There are three different ways to install UROPA. We recommend to install UROPA using the conda package manager.

Conda package manager

Make sure to have conda installed, e.g. via

  • Miniconda
    • download the Miniconda installer for Python 3
    • run bash Miniconda3-latest-Linux-x86_64.sh to install Miniconda
    • Answer the question “Do you wish the installer to prepend the Miniconda install location to PATH in your /home/…/.bashrc ?” with yes
      OR do export PATH=dir/to/miniconda3:$PATH after installation process

The UROPA installation is now as easy as

conda create --name uropa

conda activate uropa

conda install python uropa.

Biocontainers / Docker

If you have a running Docker environment, you can pull a biocontainer with UROPA and all dependencies via

  • docker pull quay.io/biocontainers/uropa:latest_tag using the latest tag from the taglist, e.g. 1.2.1--py27r3.3.2_0
  • docker pull loosolab/uropa

Installation from source

You can also install UROPA from the source PyPI package. Note that this comes without the R dependencies for auxillary scripts:

pip install uropa

To fulfill all other dependencies, R/Rscript, v3.3.0 or higher (follow the instructions on url) is needed.

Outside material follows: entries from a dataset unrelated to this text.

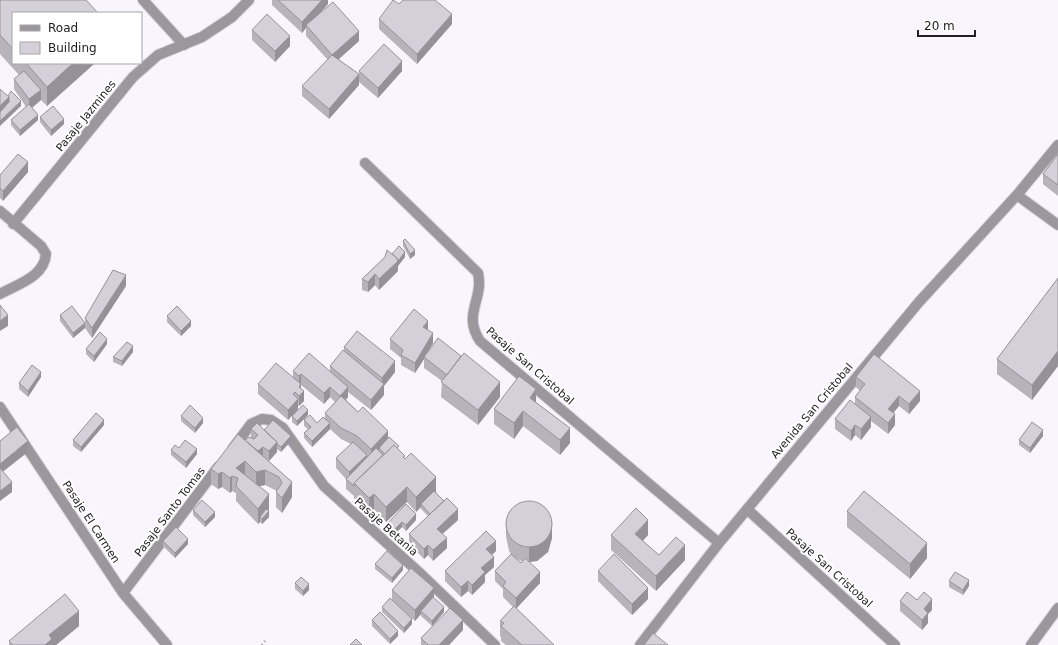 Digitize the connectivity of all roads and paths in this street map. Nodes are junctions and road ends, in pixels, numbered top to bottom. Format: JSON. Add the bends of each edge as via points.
{"nodes":[{"id":1,"x":142,"y":0,"type":"edge"},
{"id":2,"x":249,"y":0,"type":"edge"},
{"id":3,"x":184,"y":45,"type":"junction"},
{"id":4,"x":1058,"y":145,"type":"edge"},
{"id":5,"x":365,"y":163,"type":"dead end"},
{"id":6,"x":1017,"y":195,"type":"junction"},
{"id":7,"x":0,"y":212,"type":"edge"},
{"id":8,"x":13,"y":224,"type":"junction"},
{"id":9,"x":1058,"y":225,"type":"edge"},
{"id":10,"x":0,"y":294,"type":"edge"},
{"id":11,"x":0,"y":407,"type":"edge"},
{"id":12,"x":271,"y":420,"type":"joint"},
{"id":13,"x":747,"y":509,"type":"junction"},
{"id":14,"x":719,"y":543,"type":"junction"},
{"id":15,"x":123,"y":593,"type":"junction"},
{"id":16,"x":1058,"y":608,"type":"edge"},
{"id":17,"x":265,"y":641,"type":"dead end"},
{"id":18,"x":167,"y":645,"type":"edge"},
{"id":19,"x":262,"y":645,"type":"edge"},
{"id":20,"x":495,"y":645,"type":"edge"},
{"id":21,"x":640,"y":645,"type":"edge"},
{"id":22,"x":895,"y":645,"type":"edge"},
{"id":23,"x":1030,"y":645,"type":"edge"}],
"edges":[{"from":1,"to":3,"type":"street"},
{"from":2,"to":3,"type":"street","name":"Pasaje Jazmines","via":[[232,17],[202,37]]},
{"from":3,"to":8,"type":"street","name":"Pasaje Jazmines","via":[[158,55],[134,77]]},
{"from":4,"to":6,"type":"street","name":"Avenida San Cristobal"},
{"from":5,"to":14,"type":"street","name":"Pasaje San Cristobal","via":[[478,273],[480,281],[471,322],[480,341]]},
{"from":6,"to":9,"type":"street"},
{"from":6,"to":13,"type":"street","name":"Avenida San Cristobal","via":[[919,302]]},
{"from":7,"to":8,"type":"street"},
{"from":8,"to":10,"type":"street","via":[[41,246],[46,254],[44,268]]},
{"from":11,"to":15,"type":"street","name":"Pasaje El Carmen"},
{"from":12,"to":15,"type":"street","name":"Pasaje Santo Tomas","via":[[262,419],[251,424]]},
{"from":12,"to":20,"type":"street","name":"Pasaje Betania","via":[[283,428],[324,486]]},
{"from":13,"to":14,"type":"street","name":"Avenida San Cristobal"},
{"from":13,"to":22,"type":"street","name":"Pasaje San Cristobal"},
{"from":14,"to":21,"type":"street","name":"Avenida San Cristobal"},
{"from":15,"to":18,"type":"street","name":"Pasaje El Carmen"},
{"from":16,"to":23,"type":"street"},
{"from":17,"to":19,"type":"path"}]} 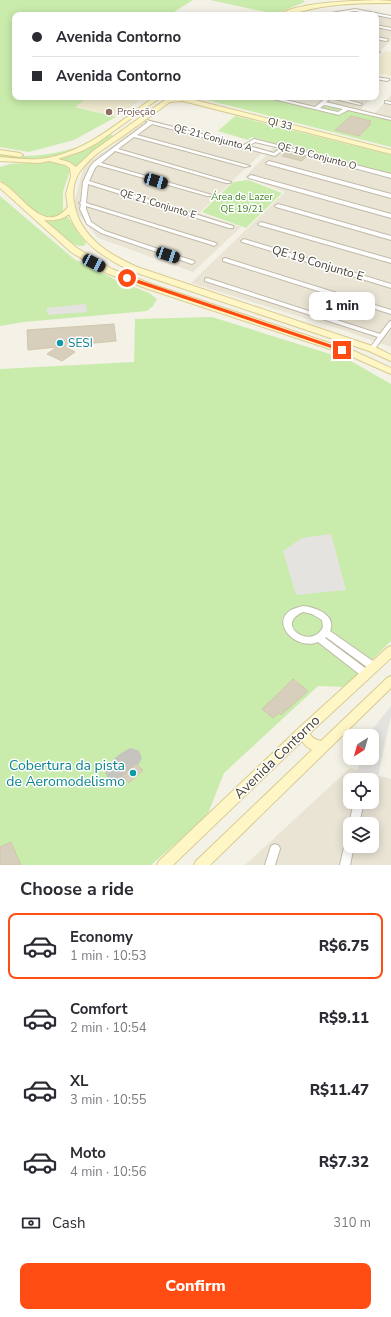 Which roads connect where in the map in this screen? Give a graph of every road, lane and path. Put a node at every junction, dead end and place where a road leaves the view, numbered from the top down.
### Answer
1 (391, 2) edge
2 (391, 6) edge
3 (332, 8) junction
4 (295, 12) edge
5 (311, 12) edge
6 (339, 12) joint
7 (365, 12) edge
8 (379, 15) edge
9 (391, 17) edge
10 (379, 27) edge
11 (391, 30) edge
12 (379, 39) edge
13 (386, 40) dead end
14 (379, 79) edge
15 (387, 80) dead end
16 (154, 100) edge
17 (168, 100) edge
18 (188, 100) edge
19 (199, 100) edge
20 (279, 100) edge
21 (326, 100) edge
22 (343, 100) edge
23 (323, 102) junction
24 (208, 103) junction
25 (360, 104) dead end
26 (348, 108) junction
27 (316, 109) junction
28 (141, 119) junction
29 (391, 119) edge
30 (151, 122) junction
31 (112, 130) junction
32 (121, 134) junction
33 (133, 135) junction
34 (102, 137) junction
35 (371, 144) junction
36 (244, 147) junction
37 (391, 147) edge
38 (282, 148) junction
39 (114, 149) junction
40 (0, 152) edge
41 (391, 152) edge
42 (0, 159) edge
43 (20, 161) junction
44 (39, 161) junction
45 (269, 163) dead end
46 (96, 164) junction
47 (0, 165) edge
48 (247, 166) dead end
49 (74, 175) junction
50 (391, 176) edge
51 (251, 177) dead end
52 (86, 182) junction
53 (228, 182) dead end
54 (0, 184) edge
55 (209, 195) dead end
56 (391, 196) edge
57 (82, 203) junction
58 (278, 206) dead end
59 (70, 209) junction
60 (36, 216) junction
61 (391, 216) edge
62 (86, 217) junction
63 (74, 221) junction
64 (261, 224) dead end
65 (231, 227) dead end
66 (391, 238) edge
67 (244, 241) dead end
68 (91, 243) junction
69 (214, 244) dead end
70 (74, 250) junction
71 (225, 260) dead end
72 (391, 261) edge
73 (192, 262) dead end
74 (207, 280) dead end
75 (391, 286) edge
76 (391, 312) edge
77 (390, 325) edge
78 (381, 336) junction
79 (342, 339) junction
80 (332, 347) junction
81 (372, 349) junction
82 (391, 358) edge
83 (391, 371) edge
84 (326, 632) junction
85 (319, 638) junction
86 (391, 650) edge
87 (370, 671) junction
88 (391, 680) edge
89 (304, 730) junction
90 (324, 747) junction
91 (275, 849) dead end
92 (348, 853) edge
93 (164, 865) edge
94 (201, 865) edge
95 (270, 865) edge
96 (345, 865) edge

1 - 4 main road
2 - 3 main road
3 - 5 main road
3 - 6 street
6 - 7 street
8 - 9 street
10 - 11 street
12 - 13 street
14 - 15 street
16 - 31 main road
17 - 28 main road
18 - 24 main road, QI 33
19 - 24 main road, QI 33
20 - 27 street
21 - 23 street
22 - 25 street
23 - 26 street
23 - 27 street
24 - 35 main road, QI 33
26 - 27 street
26 - 29 street
28 - 30 street, QE 21 Conjunto A
28 - 32 main road
30 - 33 street
30 - 36 street, QE 21 Conjunto A
31 - 32 main road
31 - 34 main road
32 - 49 main road
33 - 39 street
33 - 48 street
34 - 40 main road
34 - 44 main road
35 - 37 main road, QI 33
35 - 41 main road, QI 33
36 - 38 street, QE 19 Conjunto O
36 - 38 street, QE 21 Conjunto A
38 - 50 street, QE 19 Conjunto O
39 - 46 street
39 - 53 street
42 - 43 main road
43 - 44 main road
43 - 47 main road
44 - 49 main road
45 - 56 street
46 - 52 street
46 - 55 street
49 - 59 main road
51 - 61 street
52 - 57 street
52 - 65 street, QE 21 Conjunto E
54 - 60 main road
57 - 62 street
57 - 69 street
58 - 66 street
59 - 60 main road
59 - 63 main road
60 - 70 main road
62 - 63 street
62 - 73 street
63 - 68 main road
64 - 72 street
67 - 75 street, QE 19 Conjunto E
68 - 70 main road
68 - 79 main road
70 - 80 main road
71 - 76 street
74 - 78 street
77 - 78 street
78 - 81 street
79 - 80 main road
79 - 81 main road
80 - 83 main road
81 - 82 main road
84 - 85 street
84 - 85 street
84 - 87 street
85 - 87 street
86 - 87 main road, Avenida Contorno
87 - 89 main road, Avenida Contorno
88 - 90 main road, Avenida Contorno
89 - 90 main road
89 - 93 main road, Avenida Contorno
90 - 94 main road, Avenida Contorno
91 - 95 street
92 - 96 street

Futhermore, follow the subsequent instructions within R environment to install mandatory packages:

  • install.packages(c("ggplot2","devtools","gplots","gridExtra","jsonlite", "VennDiagram","snow","getopt","tidyr","UpSetR"))
  • source("https://bioconductor.org/biocLite.R")
  • biocLite(c("RBGL","graph"))
  • further package infos can be found at CRAN and Bioconductor
  • In order to visualize the Chow-Ruskey plot with uropa_summary.R, install the modified Vennerable package from our fork:
    • library(devtools)
    • install_github("jenzopr/Vennerable")